Spin aside, See inadvertently captured the essential characteristic of the group, which would make it a perfect vehicle for skimming rents: “As of April 2011, executives at Taepung describe a business model more reminiscent of a holding company rather than a government institution. Investors place their capital with the Taepung Group or create joint-ventures with the group. Taepung acts as the manager of the companies. There could be potential deviation from this description, although this is the model envisioned by leading executives on the group. The group aims to “build an economy outside of the state-planned economy.”

To be fair, as See and his colleague Andray Abrahamian observed in another post, Taepung, the aforementioned JVIC, and yet another group, all backed by different coalitions of elite patrons, appeared to be competing for this foreign investment gate-keeper role. The problem was that "building an economy outside of the state-planned economy" does not necessarily equate to "building a market economy"; to the contrary, a central organizational problem in North Korea is the fragmentation of economic management among competing rent-seeking groups.

So, as with all things North Korean at present, there are multiple potential motivations behind the closure of Taepung (if this indeed has occurred). And it is worth remembering that how these developments ultimately play out may not be as their instigators intended. One theory puts a positive spin on these developments.
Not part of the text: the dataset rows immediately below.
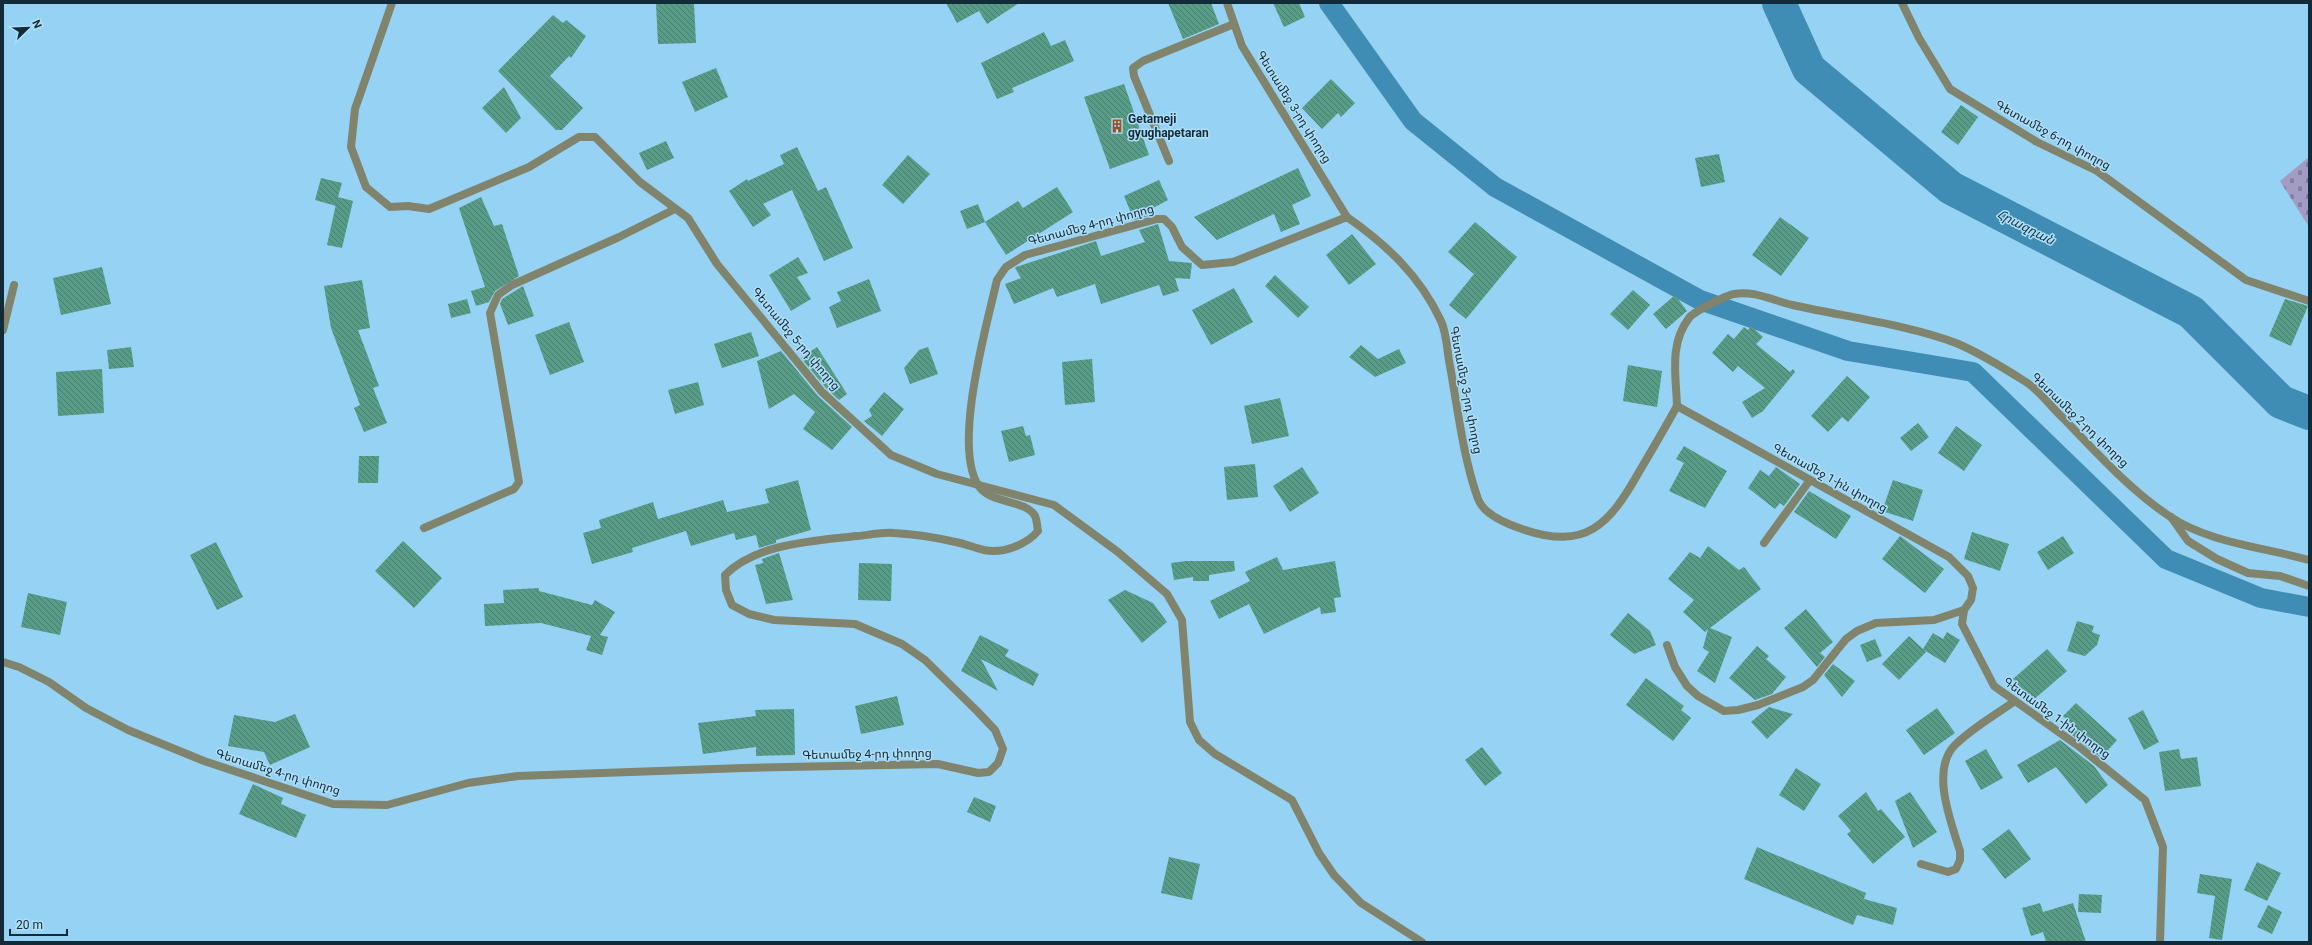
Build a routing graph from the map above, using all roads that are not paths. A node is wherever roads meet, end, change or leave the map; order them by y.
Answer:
1 (392, 3) edge
2 (1227, 3) edge
3 (1902, 3) edge
4 (1234, 24) junction
5 (1169, 161) dead end
6 (675, 209) junction
7 (1347, 217) junction
8 (14, 285) dead end
9 (2309, 301) edge
10 (3, 330) edge
11 (1677, 406) junction
12 (1810, 480) junction
13 (977, 484) junction
14 (2170, 517) junction
15 (424, 528) dead end
16 (1764, 543) dead end
17 (2309, 560) edge
18 (2309, 586) edge
19 (1964, 610) junction
20 (1667, 645) dead end
21 (3, 662) edge
22 (2015, 701) junction
23 (1922, 864) dead end
24 (1422, 942) edge
25 (2160, 942) edge

1 - 6 street, Գետամեջ 5-րդ փողոց
2 - 4 street, Գետամեջ 3-րդ փողոց
3 - 9 street, Գետամեջ 6-րդ փողոց
4 - 5 street
4 - 7 street, Գետամեջ 3-րդ փողոց
6 - 13 street, Գետամեջ 5-րդ փողոց
6 - 15 street
7 - 11 street, Գետամեջ 3-րդ փողոց
7 - 13 street, Գետամեջ 4-րդ փողոց
8 - 10 street
11 - 12 street, Գետամեջ 1-ին փողոց
11 - 14 street, Գետամեջ 2-րդ փողոց
12 - 16 street
12 - 19 street, Գետամեջ 1-ին փողոց
13 - 21 street, Գետամեջ 4-րդ փողոց
13 - 24 street, Գետամեջ 5-րդ փողոց
14 - 17 street, Գետամեջ 2-րդ փողոց
14 - 18 street
19 - 20 street
19 - 22 street, Գետամեջ 1-ին փողոց
22 - 23 street
22 - 25 street, Գետամեջ 1-ին փողոց

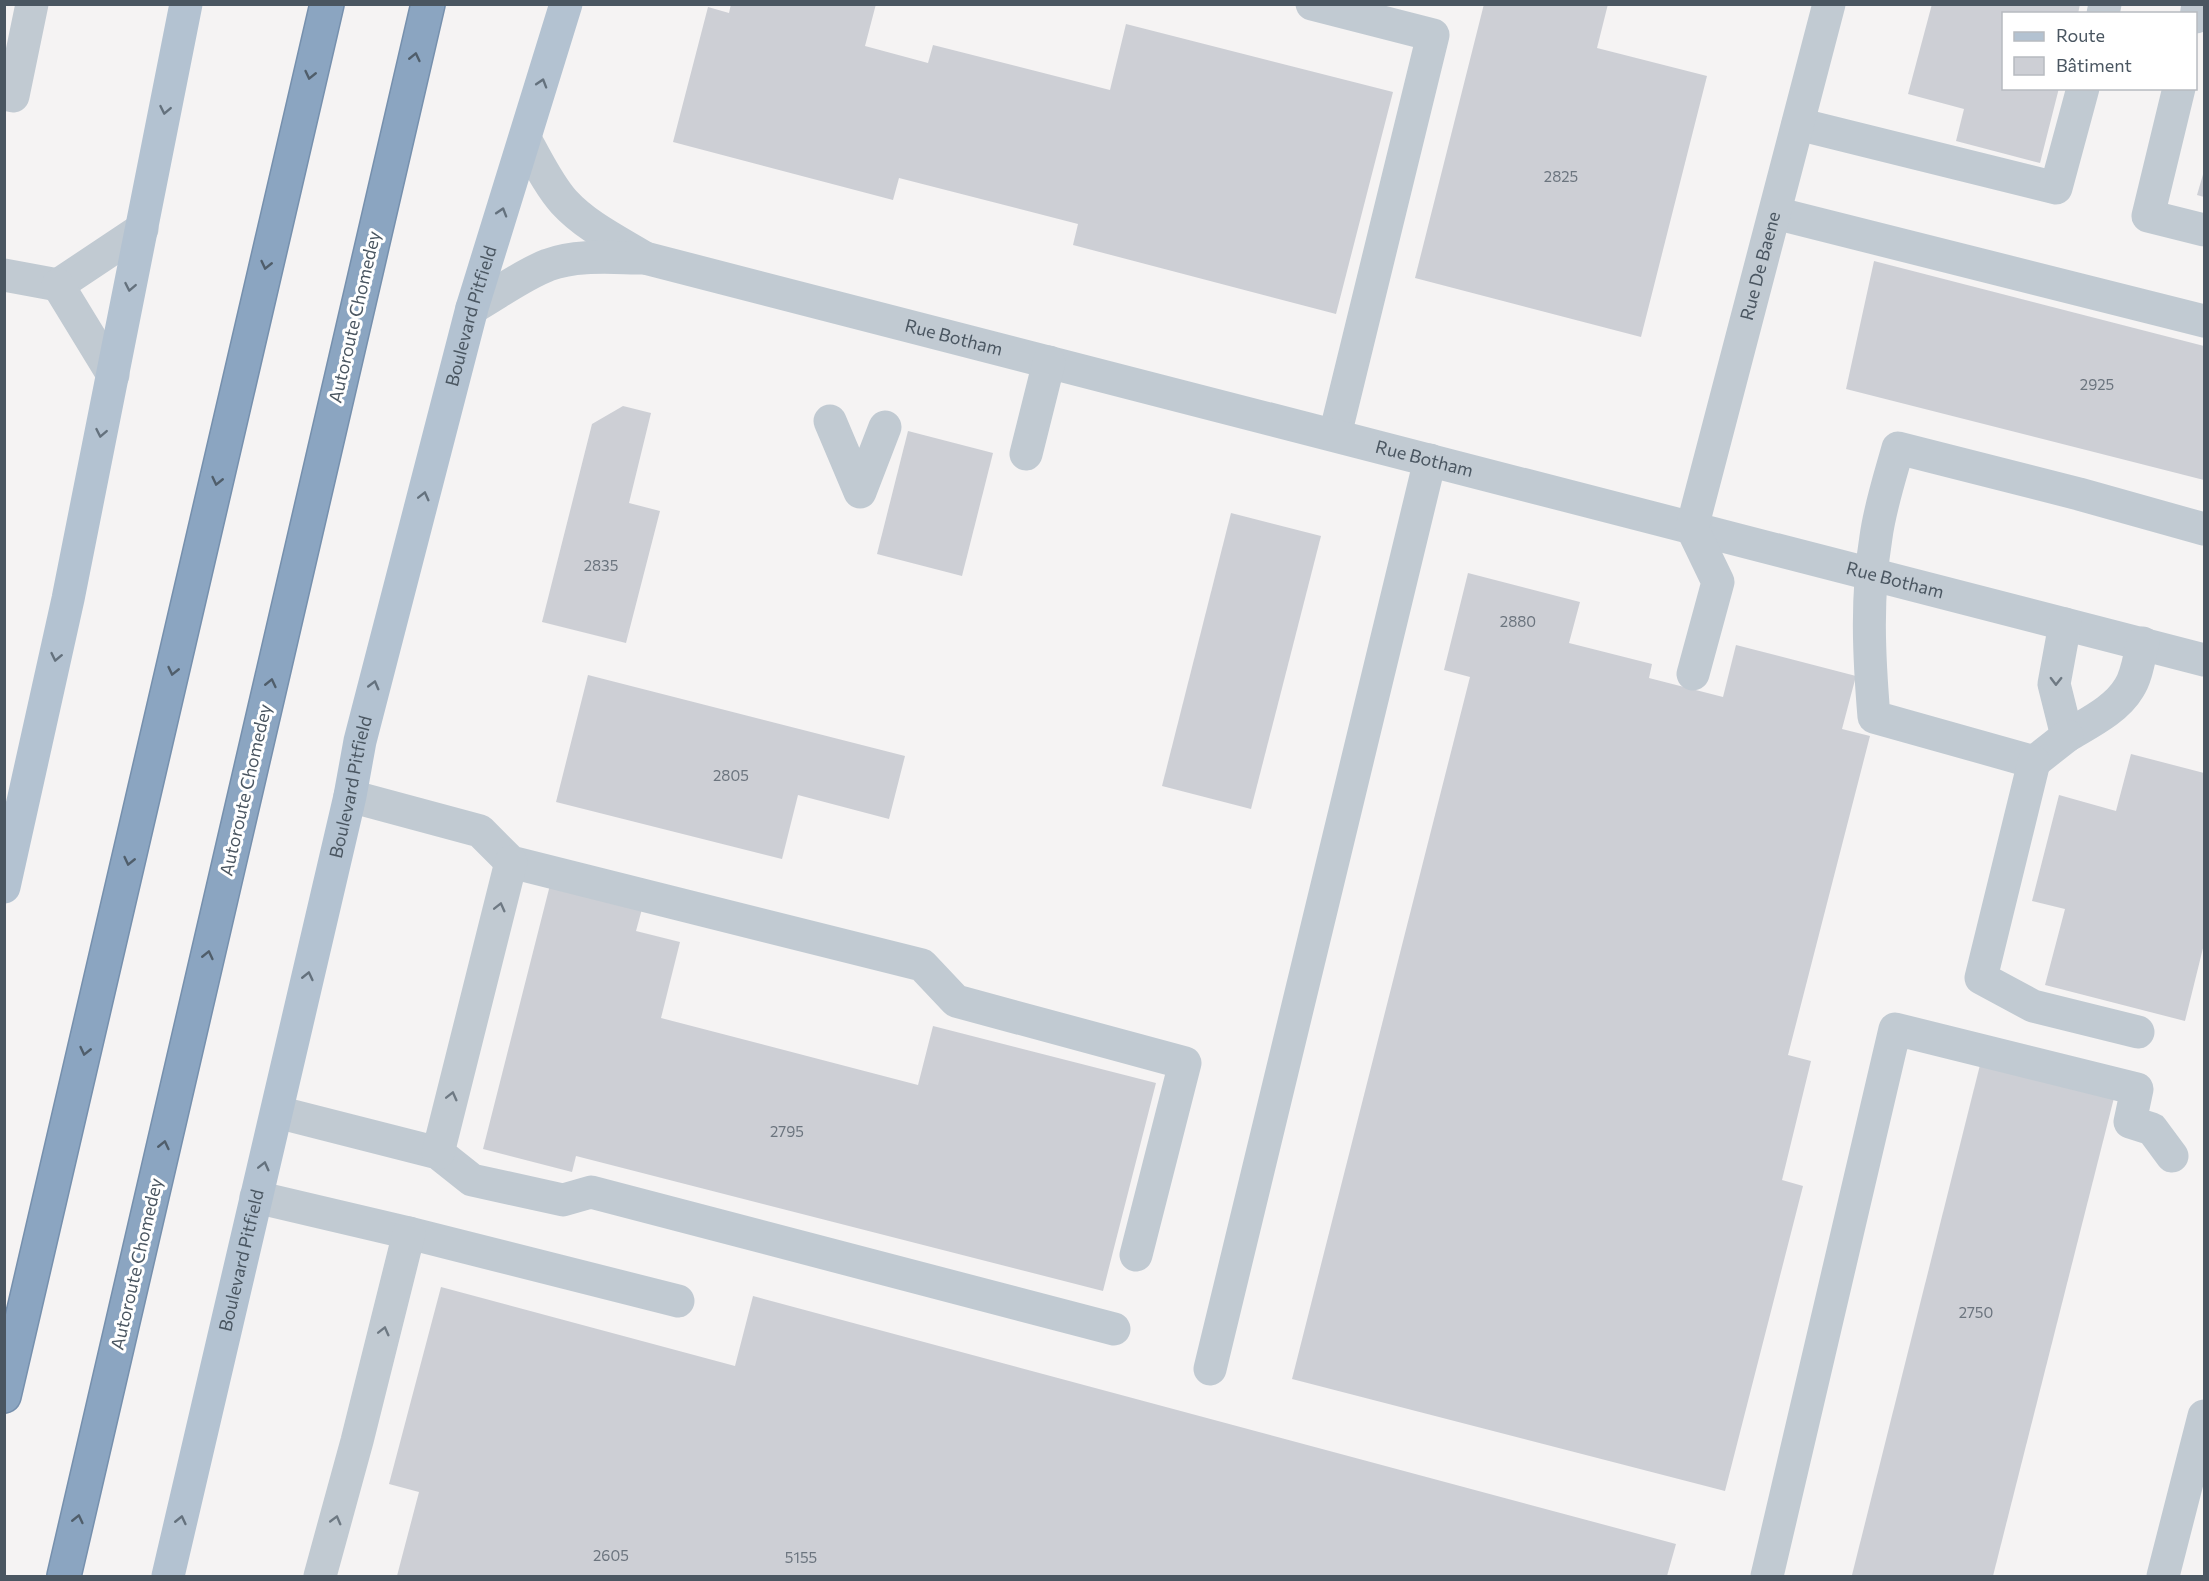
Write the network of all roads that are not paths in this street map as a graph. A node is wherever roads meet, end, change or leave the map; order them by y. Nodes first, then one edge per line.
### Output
1 (32, 4) edge
2 (186, 4) edge
3 (327, 4) edge
4 (428, 4) edge
5 (566, 4) edge
6 (1312, 4) edge
7 (1829, 4) edge
8 (1371, 11) edge
9 (2081, 90) edge
10 (2179, 90) edge
11 (4, 94) edge
12 (1798, 124) junction
13 (525, 139) junction
14 (1775, 213) junction
15 (142, 230) junction
16 (2205, 230) edge
17 (645, 258) junction
18 (4, 275) edge
19 (58, 285) junction
20 (472, 308) junction
21 (2205, 321) edge
22 (1049, 362) junction
23 (112, 375) junction
24 (830, 421) dead end
25 (885, 427) dead end
26 (1335, 435) junction
27 (1026, 454) dead end
28 (1430, 460) junction
29 (1692, 528) junction
30 (2205, 529) edge
31 (1871, 574) junction
32 (2065, 624) junction
33 (2143, 643) junction
34 (2205, 660) edge
35 (1694, 674) dead end
36 (2067, 736) junction
37 (2034, 762) junction
38 (350, 796) junction
39 (511, 862) junction
40 (4, 887) edge
41 (2138, 1032) dead end
42 (277, 1112) junction
43 (438, 1153) junction
44 (2172, 1156) dead end
45 (256, 1197) junction
46 (409, 1233) junction
47 (1136, 1255) dead end
48 (678, 1301) dead end
49 (1114, 1329) dead end
50 (1210, 1369) dead end
51 (4, 1396) edge
52 (2205, 1416) edge
53 (64, 1576) edge
54 (168, 1576) edge
55 (320, 1576) edge
56 (1767, 1576) edge
57 (2163, 1576) edge

1 - 11 street
2 -> 15 main road
3 -> 51 highway
53 -> 4 highway, Autoroute Chomedey
13 -> 5 main road, Boulevard Pitfield
6 - 8 street
7 - 12 street, Rue De Baene
8 - 26 street
9 - 12 street
10 - 16 street
12 - 14 street, Rue De Baene
13 - 17 street, Rue Botham
20 -> 13 main road, Boulevard Pitfield
14 - 21 street
14 - 29 street, Rue De Baene
15 - 19 street
15 -> 23 main road
17 - 20 street, Rue Botham
17 - 22 street, Rue Botham
18 - 19 street
19 - 23 street
38 -> 20 main road, Boulevard Pitfield
22 - 26 street, Rue Botham
22 - 27 street
23 -> 40 main road
24 - 25 street
26 - 28 street, Rue Botham
28 - 29 street, Rue Botham
28 - 50 street
29 - 31 street, Rue Botham
29 - 35 street
30 - 31 street
31 - 32 street, Rue Botham
31 - 37 street
32 - 33 street, Rue Botham
32 -> 36 street
33 - 34 street, Rue Botham
33 - 36 street
36 - 37 street
37 - 41 street
38 - 39 street
42 -> 38 main road, Boulevard Pitfield
43 -> 39 street
39 - 47 street
42 - 43 street
45 -> 42 main road, Boulevard Pitfield
43 - 49 street
44 - 56 street
45 - 46 street
54 -> 45 main road, Boulevard Pitfield
46 - 48 street
55 -> 46 street
52 - 57 street

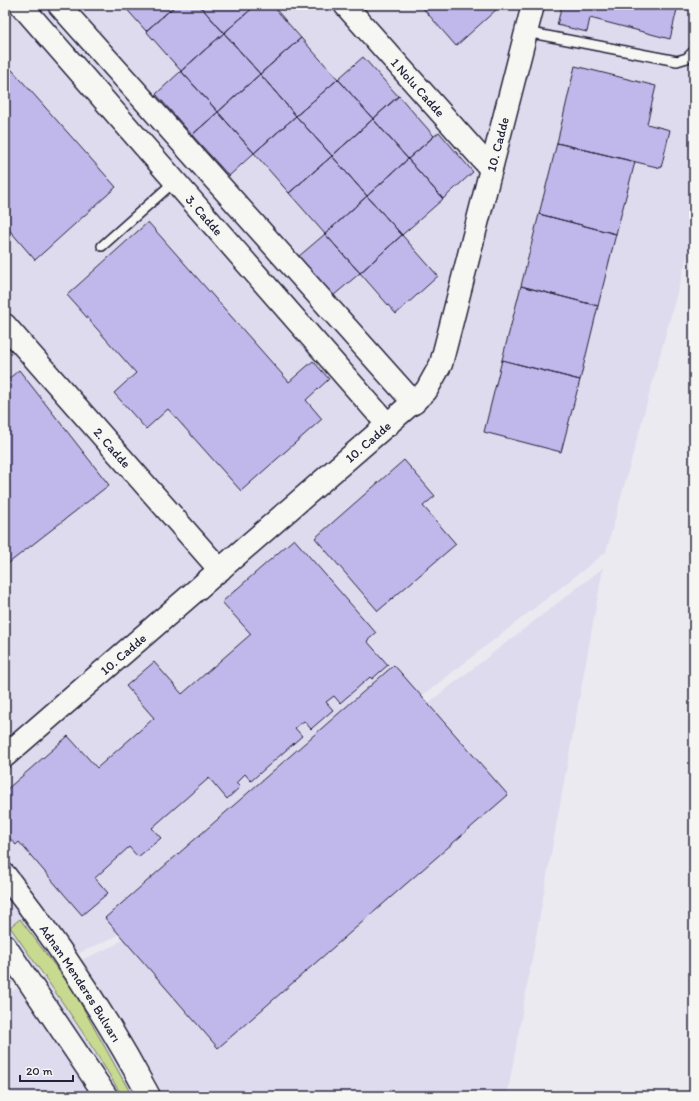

The Chosun Ilbo interprets the demise of Taepung as a contest between the North Korean military and the Party-dominated cabinet. After the closure of the Taepung Group, “a separate foreign-investment body run by the Cabinet is expected to become more influential. The developments are believed to be part of North Korean leader Kim Jong-un's attempts to loosen the grip of the powerful military and give more power to party technocrats.” The paper goes on to add that “The Asahi Shimbun reported last Thursday that Kim ordered the military not to meddle in efforts to attract foreign capital, and also shut down an organization known as Room 39, which managed former North Korean leader Kim Jong-il's slush funds and directed businesses earning foreign currency through 17 overseas offices and 100 trade firms under its roof.”

Perhaps the Young General has been secretly reading Brad's old World Bank reports and really does want to cut the red tape and set up a “one-stop shop” for foreign investors. According to the Daily NK, the Central Party ordered provincial Party cadres to take time to research reform and opening in Brad's old stomping ground of Vietnam.  Who knows? Maybe they will pick up some pointers on attracting foreign direct investment!

However the struggle between the military and the party could also reflect much more mundane considerations. The Taepung Group was a product of the previous governing coalition, and it is possible that Kim Jong-un simply wants to steer the lucrative gate-keeper role to individuals with greater personal connection and loyalty. Rents remain central to holding the North Korean political system together; the question may simply be who gets them.

What does all this mean for policy? Our position has always been that we should allow more trade and investment with North Korea--outside sanctioned items  that impinge on security concerns--but that private firms should be on their own. If North Korea wants to attract FDI, it has to figure out how to assure investors. Complex sanctions play into a victim narrative and put off the day of commercial reckoning when North Korea has to assess its own policy choices. At present, the only players that seem capable of navigating the system are Chinese (and Egyptian). If the leadership doesn't want to become an appendage of China, it might start thinking seriously about how to diversify its trade and investment relations.